The speech came at the time when communism was in its death throes, and Kemp seized on that moment. He likened the sclerotic economies of the East Bloc to those in impoverished communities throughout America. “If we are to present the example of democratic capitalism and the rule of law to the rest of the world, we’ve got to make it work for the low-income people and distressed neighborhoods and communities right here in our own country,” he declared. “It is not only Eastern Europe looking to us for market oriented answers. It is also East Harlem, East St. Louis and East LA.” He said that helping those left behind was not only a moral imperative, but a winning political strategy. “Whether it’s called bleeding heart conservatism, capitalism with a social conscience or populist conservatism—it’s the right thing to do, the right time to do it, and we’re the right people to help lead it.”
He disputed the notion of “America as two cities, one rich and one poor, permanently divided into two classes.” That had been the crux of New York governor Mario Cuomo’s keynote speech to the 1984 Democratic National Convention. “With all due respect to Gov. Cuomo, he got it wrong,” Kemp said. “America is not divided immutably into two static classes. But it is separated or divided into two economies.
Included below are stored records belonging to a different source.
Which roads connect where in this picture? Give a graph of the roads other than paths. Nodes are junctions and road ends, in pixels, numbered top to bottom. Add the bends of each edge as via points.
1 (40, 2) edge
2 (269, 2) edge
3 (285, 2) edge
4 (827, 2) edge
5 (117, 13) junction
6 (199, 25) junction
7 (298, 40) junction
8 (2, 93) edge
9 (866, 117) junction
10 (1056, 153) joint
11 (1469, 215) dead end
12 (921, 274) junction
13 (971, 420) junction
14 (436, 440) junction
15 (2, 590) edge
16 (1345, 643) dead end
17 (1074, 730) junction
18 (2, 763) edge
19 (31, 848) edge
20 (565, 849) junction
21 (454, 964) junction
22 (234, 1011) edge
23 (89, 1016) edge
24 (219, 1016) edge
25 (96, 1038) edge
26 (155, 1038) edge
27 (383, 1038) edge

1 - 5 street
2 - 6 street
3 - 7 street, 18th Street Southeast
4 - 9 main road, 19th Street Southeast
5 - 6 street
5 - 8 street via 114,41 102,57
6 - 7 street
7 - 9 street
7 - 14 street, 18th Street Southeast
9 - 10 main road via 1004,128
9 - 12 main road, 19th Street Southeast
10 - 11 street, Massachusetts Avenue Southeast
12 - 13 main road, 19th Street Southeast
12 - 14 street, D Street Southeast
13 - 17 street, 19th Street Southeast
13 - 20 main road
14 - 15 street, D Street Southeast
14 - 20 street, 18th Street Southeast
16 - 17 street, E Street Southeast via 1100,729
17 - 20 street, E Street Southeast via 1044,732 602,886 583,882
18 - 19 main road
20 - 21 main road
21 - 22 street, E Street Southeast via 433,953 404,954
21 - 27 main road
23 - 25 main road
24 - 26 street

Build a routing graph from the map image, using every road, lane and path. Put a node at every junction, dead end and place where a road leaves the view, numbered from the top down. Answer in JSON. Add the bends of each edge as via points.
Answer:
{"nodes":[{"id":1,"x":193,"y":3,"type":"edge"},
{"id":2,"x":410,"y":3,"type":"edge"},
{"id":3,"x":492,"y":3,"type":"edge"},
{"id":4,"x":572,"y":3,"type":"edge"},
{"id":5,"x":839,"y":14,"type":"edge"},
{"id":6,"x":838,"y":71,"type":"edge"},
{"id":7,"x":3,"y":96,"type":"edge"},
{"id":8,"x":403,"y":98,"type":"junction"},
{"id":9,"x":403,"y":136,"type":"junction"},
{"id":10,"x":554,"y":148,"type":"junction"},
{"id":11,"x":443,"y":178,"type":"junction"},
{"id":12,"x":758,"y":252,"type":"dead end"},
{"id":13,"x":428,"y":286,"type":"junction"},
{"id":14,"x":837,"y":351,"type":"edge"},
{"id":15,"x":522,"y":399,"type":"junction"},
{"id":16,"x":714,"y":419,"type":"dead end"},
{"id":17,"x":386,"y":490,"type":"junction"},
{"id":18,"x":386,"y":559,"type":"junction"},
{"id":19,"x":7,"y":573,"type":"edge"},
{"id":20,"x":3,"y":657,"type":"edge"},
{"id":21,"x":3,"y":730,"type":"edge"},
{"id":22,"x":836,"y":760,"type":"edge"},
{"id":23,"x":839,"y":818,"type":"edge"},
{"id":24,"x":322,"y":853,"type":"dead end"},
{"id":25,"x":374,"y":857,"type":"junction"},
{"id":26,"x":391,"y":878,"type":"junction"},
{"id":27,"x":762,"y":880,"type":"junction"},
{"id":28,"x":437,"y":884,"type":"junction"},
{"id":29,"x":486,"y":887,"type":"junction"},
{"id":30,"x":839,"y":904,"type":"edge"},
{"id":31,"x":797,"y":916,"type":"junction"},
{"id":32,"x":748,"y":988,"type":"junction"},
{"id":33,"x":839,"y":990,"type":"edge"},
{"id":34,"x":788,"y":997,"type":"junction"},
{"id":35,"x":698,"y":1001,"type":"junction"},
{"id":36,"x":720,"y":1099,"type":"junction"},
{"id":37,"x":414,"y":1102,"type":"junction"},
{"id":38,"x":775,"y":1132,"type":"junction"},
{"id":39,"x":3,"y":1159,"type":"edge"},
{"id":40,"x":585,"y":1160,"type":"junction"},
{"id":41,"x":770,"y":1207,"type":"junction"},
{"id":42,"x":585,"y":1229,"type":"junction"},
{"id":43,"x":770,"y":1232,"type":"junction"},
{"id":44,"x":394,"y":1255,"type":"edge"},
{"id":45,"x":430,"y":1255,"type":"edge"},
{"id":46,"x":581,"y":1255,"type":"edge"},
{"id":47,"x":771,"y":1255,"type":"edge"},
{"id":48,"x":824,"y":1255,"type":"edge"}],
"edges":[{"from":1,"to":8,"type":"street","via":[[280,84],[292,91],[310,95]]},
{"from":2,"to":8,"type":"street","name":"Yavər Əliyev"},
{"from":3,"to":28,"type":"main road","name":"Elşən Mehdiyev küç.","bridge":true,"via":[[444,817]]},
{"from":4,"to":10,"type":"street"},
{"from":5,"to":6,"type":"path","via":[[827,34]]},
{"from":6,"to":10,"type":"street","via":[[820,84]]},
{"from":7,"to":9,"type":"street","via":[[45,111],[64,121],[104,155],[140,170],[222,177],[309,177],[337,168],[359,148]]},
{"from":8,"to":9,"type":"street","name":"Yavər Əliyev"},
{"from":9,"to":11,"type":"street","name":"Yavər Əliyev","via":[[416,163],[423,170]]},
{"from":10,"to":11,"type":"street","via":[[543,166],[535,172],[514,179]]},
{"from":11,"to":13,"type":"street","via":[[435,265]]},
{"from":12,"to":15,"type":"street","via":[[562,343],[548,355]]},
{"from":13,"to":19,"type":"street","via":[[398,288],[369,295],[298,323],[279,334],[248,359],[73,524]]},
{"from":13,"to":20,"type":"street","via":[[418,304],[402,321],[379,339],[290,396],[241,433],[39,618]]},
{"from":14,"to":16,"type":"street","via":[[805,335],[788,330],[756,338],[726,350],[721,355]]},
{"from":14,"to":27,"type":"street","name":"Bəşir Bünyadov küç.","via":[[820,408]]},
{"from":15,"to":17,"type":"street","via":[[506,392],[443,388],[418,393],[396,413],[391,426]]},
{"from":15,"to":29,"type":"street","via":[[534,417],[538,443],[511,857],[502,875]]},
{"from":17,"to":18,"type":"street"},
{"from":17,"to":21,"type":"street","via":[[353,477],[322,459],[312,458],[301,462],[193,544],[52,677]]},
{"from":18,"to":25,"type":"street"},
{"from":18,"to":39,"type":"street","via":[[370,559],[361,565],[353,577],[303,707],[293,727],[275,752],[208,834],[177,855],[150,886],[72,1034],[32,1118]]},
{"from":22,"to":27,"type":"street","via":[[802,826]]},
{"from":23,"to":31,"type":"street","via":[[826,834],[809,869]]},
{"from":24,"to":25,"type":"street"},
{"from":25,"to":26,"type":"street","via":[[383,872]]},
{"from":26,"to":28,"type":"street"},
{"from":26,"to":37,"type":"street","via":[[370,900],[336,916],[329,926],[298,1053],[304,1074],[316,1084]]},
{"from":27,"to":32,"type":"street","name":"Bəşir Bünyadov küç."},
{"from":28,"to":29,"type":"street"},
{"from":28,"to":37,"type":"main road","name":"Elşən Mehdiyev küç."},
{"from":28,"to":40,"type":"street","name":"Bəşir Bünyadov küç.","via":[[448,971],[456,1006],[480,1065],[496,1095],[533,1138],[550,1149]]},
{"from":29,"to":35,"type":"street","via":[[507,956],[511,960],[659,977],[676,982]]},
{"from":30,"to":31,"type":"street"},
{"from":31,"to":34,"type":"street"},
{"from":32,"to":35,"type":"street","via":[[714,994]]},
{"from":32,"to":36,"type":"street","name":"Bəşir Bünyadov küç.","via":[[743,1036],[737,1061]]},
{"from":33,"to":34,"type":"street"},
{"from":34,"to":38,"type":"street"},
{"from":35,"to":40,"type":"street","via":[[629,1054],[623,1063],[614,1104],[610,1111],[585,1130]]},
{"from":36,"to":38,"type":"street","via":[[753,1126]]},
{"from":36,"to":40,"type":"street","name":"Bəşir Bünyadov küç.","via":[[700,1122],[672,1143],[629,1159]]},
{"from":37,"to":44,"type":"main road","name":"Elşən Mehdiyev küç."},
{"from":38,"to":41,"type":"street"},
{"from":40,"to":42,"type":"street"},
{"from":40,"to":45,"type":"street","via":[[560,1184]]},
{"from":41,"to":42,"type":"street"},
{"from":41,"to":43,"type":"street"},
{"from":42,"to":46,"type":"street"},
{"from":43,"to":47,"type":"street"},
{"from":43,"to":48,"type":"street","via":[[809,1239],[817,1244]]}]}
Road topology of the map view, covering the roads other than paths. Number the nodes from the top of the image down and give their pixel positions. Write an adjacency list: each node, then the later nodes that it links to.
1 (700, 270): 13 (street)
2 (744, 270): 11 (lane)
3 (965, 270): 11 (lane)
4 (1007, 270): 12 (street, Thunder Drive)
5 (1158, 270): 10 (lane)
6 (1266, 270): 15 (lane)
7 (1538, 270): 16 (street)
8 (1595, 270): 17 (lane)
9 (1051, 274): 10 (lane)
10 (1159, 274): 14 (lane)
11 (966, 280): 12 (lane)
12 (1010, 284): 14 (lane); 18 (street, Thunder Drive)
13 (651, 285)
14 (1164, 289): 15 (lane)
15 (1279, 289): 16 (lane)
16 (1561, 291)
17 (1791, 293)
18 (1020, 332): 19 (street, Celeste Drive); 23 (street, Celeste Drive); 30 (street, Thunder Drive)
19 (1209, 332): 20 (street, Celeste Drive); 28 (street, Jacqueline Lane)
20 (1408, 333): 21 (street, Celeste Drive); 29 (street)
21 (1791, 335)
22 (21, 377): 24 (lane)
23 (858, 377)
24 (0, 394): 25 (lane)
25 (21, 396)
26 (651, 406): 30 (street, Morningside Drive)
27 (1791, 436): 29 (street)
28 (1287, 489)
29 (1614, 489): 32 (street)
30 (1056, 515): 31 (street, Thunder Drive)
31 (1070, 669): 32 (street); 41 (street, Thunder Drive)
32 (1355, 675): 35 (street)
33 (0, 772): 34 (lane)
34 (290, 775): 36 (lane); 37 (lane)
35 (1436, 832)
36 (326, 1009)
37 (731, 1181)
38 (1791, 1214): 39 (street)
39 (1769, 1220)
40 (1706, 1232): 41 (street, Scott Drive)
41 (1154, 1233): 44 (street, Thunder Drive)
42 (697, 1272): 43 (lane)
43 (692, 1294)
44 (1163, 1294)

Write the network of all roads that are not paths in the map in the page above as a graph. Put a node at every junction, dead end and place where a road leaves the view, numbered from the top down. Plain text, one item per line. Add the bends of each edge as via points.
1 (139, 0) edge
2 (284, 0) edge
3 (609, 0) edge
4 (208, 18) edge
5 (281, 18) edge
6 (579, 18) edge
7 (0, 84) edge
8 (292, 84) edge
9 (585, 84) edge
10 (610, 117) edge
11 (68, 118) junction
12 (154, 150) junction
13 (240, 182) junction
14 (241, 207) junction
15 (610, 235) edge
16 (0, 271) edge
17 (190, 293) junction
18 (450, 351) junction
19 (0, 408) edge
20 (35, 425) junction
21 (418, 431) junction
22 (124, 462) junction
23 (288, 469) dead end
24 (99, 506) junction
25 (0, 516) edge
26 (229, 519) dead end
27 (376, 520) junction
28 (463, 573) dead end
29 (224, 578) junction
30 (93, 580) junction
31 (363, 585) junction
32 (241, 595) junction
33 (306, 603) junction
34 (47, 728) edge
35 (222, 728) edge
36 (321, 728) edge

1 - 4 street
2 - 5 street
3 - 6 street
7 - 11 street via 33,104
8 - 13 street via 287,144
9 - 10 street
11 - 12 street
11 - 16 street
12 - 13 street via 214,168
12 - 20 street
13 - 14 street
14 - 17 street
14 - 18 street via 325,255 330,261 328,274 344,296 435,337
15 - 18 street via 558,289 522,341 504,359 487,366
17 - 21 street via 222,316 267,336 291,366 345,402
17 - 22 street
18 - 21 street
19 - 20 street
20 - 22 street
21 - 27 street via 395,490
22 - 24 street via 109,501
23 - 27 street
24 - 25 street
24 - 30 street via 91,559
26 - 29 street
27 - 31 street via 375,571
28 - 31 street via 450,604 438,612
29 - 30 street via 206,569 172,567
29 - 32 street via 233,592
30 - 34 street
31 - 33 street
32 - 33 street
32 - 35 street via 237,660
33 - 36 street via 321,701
One economy—our mainstream economy—is democratic capitalist, market-oriented, entrepreneurial and incentivized for working families whether in labor or management.” It produced the widespread prosperity and high standard of living of the Reagan years.
“But there is . . . a second economy that is similar in respects to the Eastern European or Third World ‘socialist’ economy,” Kemp said. “It is almost totally opposite to the way we are treated in our mainstream economy and it predominates in the pockets of poverty throughout urban and rural America. This economy [denies] entry to Black, Hispanic and other minority men and women into the mainstream, almost as effectively as hiring notices 50 years ago that read ‘No Blacks (or Hispanics or Irish or whatever) Need Apply.’
”If someone wanted to create poverty and make people dependent on government, he said, he would do what liberal policy had done. Among other things, reward welfare and unemployment at a higher level than working and tax the entrepreneur who succeeds in the legal capitalistic system much higher than in the illicit underground economy. Also, reward people who stay in public housing more than those who move to private housing and home ownership. Reward the family that breaks up rather than the family that stays together. Encourage debt, borrowing and spending rather than saving, investing and risk- taking. And, “most of all . . . weaken and in some cases destroy the link between effort and reward.”
Then Kemp turned to what he called the “good news.” Government policies “can change and . . . good policy can lead to good results. . . . The poor don’t want paternalism. They want opportunity. They don’t want the servitude of welfare. They want to get jobs and private property. They don’t want dependency. They want a new declaration of independence.”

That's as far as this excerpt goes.